Thu, 27 Feb 2020

College Marries Tech with Liberal Arts Studies

Voice of America
22 Jan 2020, 16:05 GMT+10

Born in Beijing, Andrew Hsu spent his teenage years harvesting cotton in remote China while trying to get his hands on English books to satisfy his hunger for learning.

He grew up during China's Cultural Revolution, a political movement launched in 1966 by Communist leader Mao Zedong that led to a decade of national chaos and nearly 2 million deaths.

After Hsu earned his diploma in hydraulic engineering from Beijing's prestigious Tsinghua University, he came to the United States and the Georgia Institute of Technology, where he earned his Ph.D. in aerospace engineering in 1986.

"I've always wanted to help other people with their education," he said, "and this is one of the best places in the country to do that."

Last May, he was installed as president of the College of Charleston in South Carolina.

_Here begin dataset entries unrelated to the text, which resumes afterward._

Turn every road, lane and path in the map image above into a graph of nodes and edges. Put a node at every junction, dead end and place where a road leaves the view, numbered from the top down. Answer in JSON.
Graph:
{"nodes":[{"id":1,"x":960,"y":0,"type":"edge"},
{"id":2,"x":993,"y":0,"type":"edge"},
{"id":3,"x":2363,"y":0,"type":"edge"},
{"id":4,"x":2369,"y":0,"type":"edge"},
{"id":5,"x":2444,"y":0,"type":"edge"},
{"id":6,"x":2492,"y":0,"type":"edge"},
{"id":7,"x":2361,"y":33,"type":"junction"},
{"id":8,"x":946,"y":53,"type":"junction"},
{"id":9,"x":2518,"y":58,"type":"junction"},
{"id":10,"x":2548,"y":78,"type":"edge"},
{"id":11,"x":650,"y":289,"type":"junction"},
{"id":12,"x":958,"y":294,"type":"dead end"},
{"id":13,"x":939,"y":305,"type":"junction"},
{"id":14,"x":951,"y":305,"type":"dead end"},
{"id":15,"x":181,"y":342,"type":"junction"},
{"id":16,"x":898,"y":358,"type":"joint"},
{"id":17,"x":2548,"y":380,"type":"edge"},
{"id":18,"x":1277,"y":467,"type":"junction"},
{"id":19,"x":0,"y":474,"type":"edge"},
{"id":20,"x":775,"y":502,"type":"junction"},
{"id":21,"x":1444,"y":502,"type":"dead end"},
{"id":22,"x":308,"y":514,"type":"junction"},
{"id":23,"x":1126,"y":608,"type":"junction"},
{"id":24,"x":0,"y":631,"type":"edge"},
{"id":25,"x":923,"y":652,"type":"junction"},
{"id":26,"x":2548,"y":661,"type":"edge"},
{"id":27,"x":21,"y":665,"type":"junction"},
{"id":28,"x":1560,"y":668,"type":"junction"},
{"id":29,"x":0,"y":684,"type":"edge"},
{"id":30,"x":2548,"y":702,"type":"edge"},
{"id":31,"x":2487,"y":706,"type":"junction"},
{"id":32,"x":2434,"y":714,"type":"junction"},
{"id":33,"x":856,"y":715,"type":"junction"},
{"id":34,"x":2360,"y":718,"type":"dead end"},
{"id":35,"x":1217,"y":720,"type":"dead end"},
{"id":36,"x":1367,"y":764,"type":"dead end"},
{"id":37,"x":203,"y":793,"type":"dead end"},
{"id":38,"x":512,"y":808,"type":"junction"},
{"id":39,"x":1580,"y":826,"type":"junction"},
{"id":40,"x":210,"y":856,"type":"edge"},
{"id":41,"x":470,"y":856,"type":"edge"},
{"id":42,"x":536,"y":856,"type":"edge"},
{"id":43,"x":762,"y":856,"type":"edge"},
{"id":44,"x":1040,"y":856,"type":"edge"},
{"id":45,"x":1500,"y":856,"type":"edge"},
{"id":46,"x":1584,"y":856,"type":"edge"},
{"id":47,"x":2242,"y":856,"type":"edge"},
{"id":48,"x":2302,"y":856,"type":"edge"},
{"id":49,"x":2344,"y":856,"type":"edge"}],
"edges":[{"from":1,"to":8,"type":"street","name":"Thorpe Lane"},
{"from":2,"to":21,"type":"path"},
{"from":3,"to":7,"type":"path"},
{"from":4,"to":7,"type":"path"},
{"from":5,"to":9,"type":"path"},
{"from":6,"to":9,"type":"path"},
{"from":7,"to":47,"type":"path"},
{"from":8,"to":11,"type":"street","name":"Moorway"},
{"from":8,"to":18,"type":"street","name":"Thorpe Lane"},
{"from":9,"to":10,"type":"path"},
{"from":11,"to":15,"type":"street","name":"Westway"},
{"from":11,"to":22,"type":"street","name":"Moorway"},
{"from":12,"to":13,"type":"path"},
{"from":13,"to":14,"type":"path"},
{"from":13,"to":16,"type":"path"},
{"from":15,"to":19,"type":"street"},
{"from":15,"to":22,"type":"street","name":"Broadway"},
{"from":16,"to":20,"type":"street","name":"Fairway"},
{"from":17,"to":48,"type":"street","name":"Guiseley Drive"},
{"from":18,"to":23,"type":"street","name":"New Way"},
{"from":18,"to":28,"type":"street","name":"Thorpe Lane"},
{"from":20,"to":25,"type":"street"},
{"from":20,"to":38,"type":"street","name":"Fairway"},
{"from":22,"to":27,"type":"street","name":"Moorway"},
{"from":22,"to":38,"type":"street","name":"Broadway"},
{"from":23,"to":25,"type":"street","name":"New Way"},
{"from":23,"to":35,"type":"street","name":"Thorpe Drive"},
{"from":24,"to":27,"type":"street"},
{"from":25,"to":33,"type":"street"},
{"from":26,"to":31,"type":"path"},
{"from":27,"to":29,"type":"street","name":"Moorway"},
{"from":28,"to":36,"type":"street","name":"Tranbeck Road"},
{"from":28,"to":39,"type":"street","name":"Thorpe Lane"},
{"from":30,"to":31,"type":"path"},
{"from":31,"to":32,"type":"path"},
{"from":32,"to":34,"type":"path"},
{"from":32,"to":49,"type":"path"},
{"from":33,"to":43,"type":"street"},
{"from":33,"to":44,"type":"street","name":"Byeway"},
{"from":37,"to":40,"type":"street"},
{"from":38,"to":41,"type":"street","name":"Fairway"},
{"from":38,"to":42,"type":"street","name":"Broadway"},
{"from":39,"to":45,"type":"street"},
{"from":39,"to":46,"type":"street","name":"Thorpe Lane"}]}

His goal, he says, is for the college to offer an innovative liberal arts program with a strong technology component.

Hsu sat down with VOA's Student Union to talk about higher education, and let us know that he learned English in the mountains of Shanxi Province in China by listening to Voice of America's "Learning English" programs on his shortwave radio.

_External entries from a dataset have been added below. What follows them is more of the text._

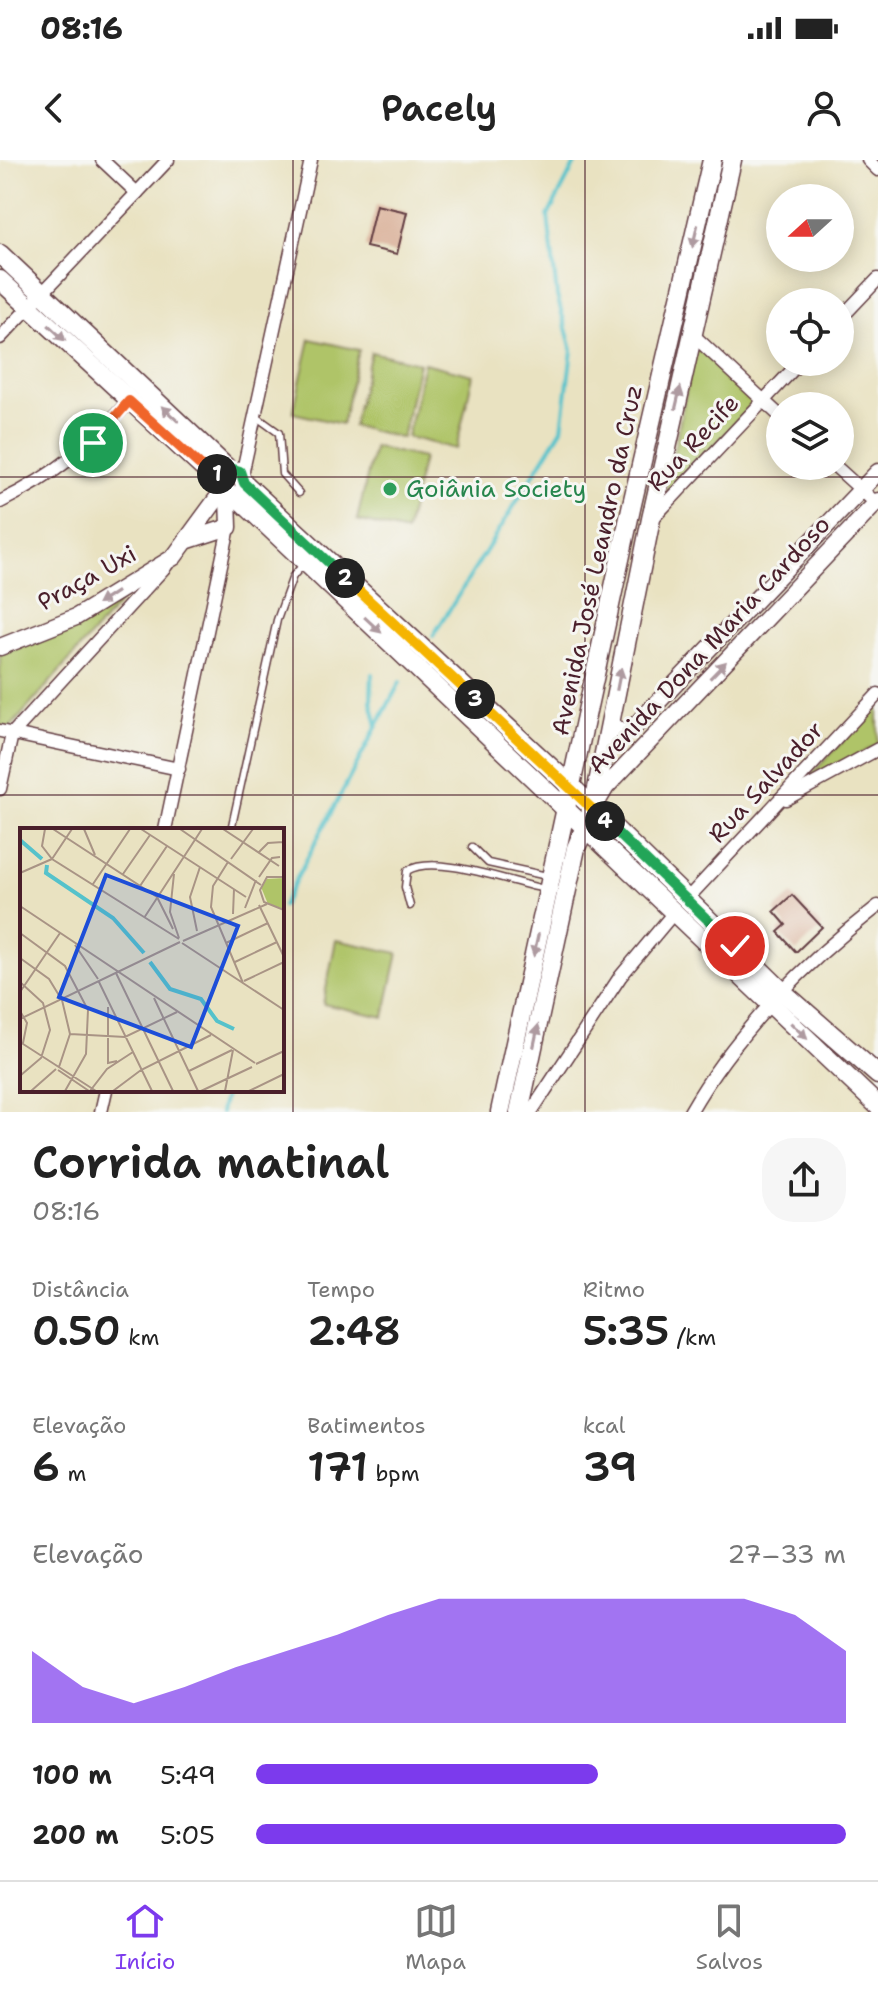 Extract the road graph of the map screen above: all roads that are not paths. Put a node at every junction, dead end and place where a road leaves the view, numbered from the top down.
1 (102, 160) edge
2 (168, 160) edge
3 (311, 160) edge
4 (712, 160) edge
5 (732, 160) edge
6 (868, 160) edge
7 (878, 170) edge
8 (137, 193) junction
9 (0, 254) edge
10 (878, 279) edge
11 (0, 280) edge
12 (36, 301) junction
13 (854, 304) edge
14 (692, 334) junction
15 (0, 338) edge
16 (787, 376) edge
17 (129, 401) junction
18 (763, 401) junction
19 (766, 404) edge
20 (253, 422) junction
21 (878, 472) edge
22 (851, 480) edge
23 (230, 482) junction
24 (862, 490) junction
25 (299, 493) dead end
26 (0, 502) edge
27 (877, 503) edge
28 (651, 519) junction
29 (229, 527) junction
30 (189, 540) junction
31 (174, 557) junction
32 (306, 562) junction
33 (0, 647) edge
34 (878, 694) edge
35 (610, 726) junction
36 (6, 733) edge
37 (878, 749) edge
38 (179, 769) junction
39 (573, 788) junction
40 (0, 789) edge
41 (593, 808) junction
42 (771, 808) junction
43 (567, 812) junction
44 (582, 827) junction
45 (165, 828) edge
46 (231, 828) edge
47 (472, 847) dead end
48 (549, 883) junction
49 (681, 904) junction
50 (410, 906) dead end
51 (878, 906) edge
52 (778, 999) junction
53 (876, 1073) edge
54 (858, 1087) junction
55 (106, 1092) edge
56 (875, 1108) edge
57 (101, 1112) edge
58 (500, 1112) edge
59 (519, 1112) edge
60 (531, 1112) edge
61 (690, 1112) edge

1 - 8 street
2 - 8 street
3 - 20 street
4 -> 39 main road, Avenida José Leandro da Cruz
5 - 14 main road, Avenida José Leandro da Cruz
6 - 7 street
8 - 12 street
9 - 12 main road
10 - 13 street
11 - 12 main road
12 - 15 street
12 -> 17 main road
23 -> 12 main road
14 - 18 street
28 -> 14 main road, Avenida José Leandro da Cruz
16 - 18 street, Rua Recife
17 - 23 main road
17 - 26 street
18 - 19 street
18 - 28 street, Rua Recife
20 - 23 street
20 - 25 lane
21 - 24 street, Avenida Dona Maria Cardoso
22 - 24 street
23 - 29 street
23 - 30 street, Praça Uxi
23 - 32 main road
23 - 39 main road
24 - 27 street
24 - 35 street, Avenida Dona Maria Cardoso
41 -> 27 street, Avenida Dona Maria Cardoso
35 -> 28 main road, Avenida José Leandro da Cruz
29 - 30 street
29 - 38 street
30 - 31 street, Praça Uxi
31 -> 33 street, Praça Uxi
31 - 36 street
32 -> 43 main road
32 - 46 lane
34 - 42 street, Rua Salvador
35 - 41 main road, Avenida José Leandro da Cruz
36 - 38 street
36 - 40 street
37 - 42 street
38 - 45 street
39 - 41 main road
39 - 43 main road, Avenida José Leandro da Cruz
41 - 44 main road, Avenida Dona Maria Cardoso
41 - 49 main road
42 - 49 street, Rua Salvador
43 - 44 main road
43 - 48 main road, Avenida José Leandro da Cruz
44 - 49 main road
59 -> 44 main road
47 - 48 lane
48 - 50 lane
48 -> 58 main road, Avenida José Leandro da Cruz
49 - 52 main road
49 - 60 street, Rua Salvador
51 - 52 street
52 - 53 main road
52 -> 54 main road
52 - 61 street
53 - 54 street
54 - 56 main road
55 - 57 street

This transcript has been condensed for clarity and brevity.

VOA: You believe more women should be in engineering, and that one of your missions in the school is to expand your liberal arts program to include more technology, with the push for more women to get involved with that. Please explain that, and why you think it's so important.

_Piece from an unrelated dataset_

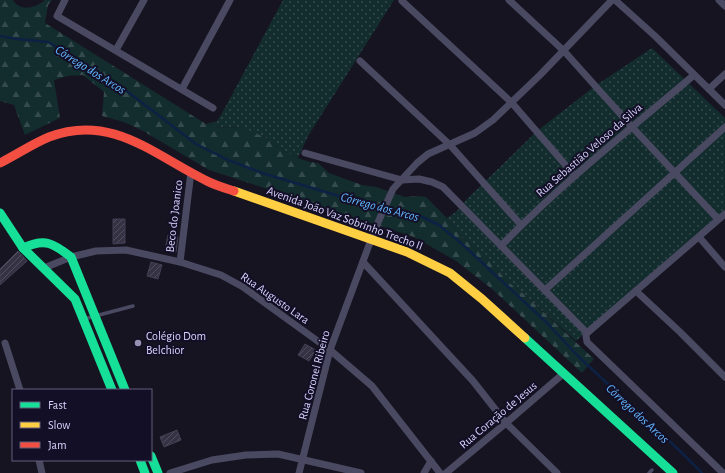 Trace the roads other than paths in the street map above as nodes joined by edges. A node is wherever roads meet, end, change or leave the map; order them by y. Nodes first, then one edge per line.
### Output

Hsu: The City of Charleston has really become an international destination for manufacturing and for high-tech industry. In fact, we have 250 software companies, many of them startup companies, and some of them well-established software companies here in the city.

And we also have Boeing, Bosch, Volvo, Mercedes-Benz - so many international manufacturing companies here.

So as a public institution, we do have the responsibilities of training the workforce for the local economy, and that is why I believe that we need to expand our programs to include engineering.

Diversity is extremely important for any company in order for them to develop products that would make sense not only for men, but also for women. And so, it's really important to have engineers that are from diverse backgrounds - men, women, minority. And that's what we're aiming for.

Our campus is 65% female. So, our hope is that if we have engineering programs, which we will (have) in the fall of 2020, many of our female students will get into engineering.

VOA: That includes not only women from the state and nationally, but also internationally?

Hsu: We have students from 30-some countries and a few hundred international students, but we would love to have more international students.

VOA: What are some of the ways in which you are trying to fulfill this mission?

Hsu: What we're trying to do is to have all of our science and computer science students learn more about liberal arts. All of our students are required (to have) two years of foreign languages, for example, and we have a very strong core of liberal arts education as general education for all of our students. But what we're also going to try to do is to make sure that our liberal arts students would also have enough exposure to technology, so that when they go out in the world, they can function as a well-educated, well-rounded citizen. These days, being a lawyer or a doctor, or whatever, if you don't understand technology, then you're not really well-educated.

VOA: Not only is it important for the job market here, but internationally, right?

Hsu: Exactly. So, we're living in a global economy whether you like it or not, and it's becoming a global village. Global fluency is extremely important for the future generation. So, we're trying very hard to make sure that our students have not only the language fluency, but also the cultural fluency, as well as the global experience throughout their four years of education.

VOA: What do you hope to have accomplished 10 years from now?

Hsu: I would say that we're now a leader in higher education, innovation, and we have achieved the status of one of the best universities in the U.S. and in the world.

VOA: Are there any insights you would like to share about the university?

Hsu: We're a clearly local university with (an) international reach. We have many partners around the globe, and we look forward to developing many more international partners.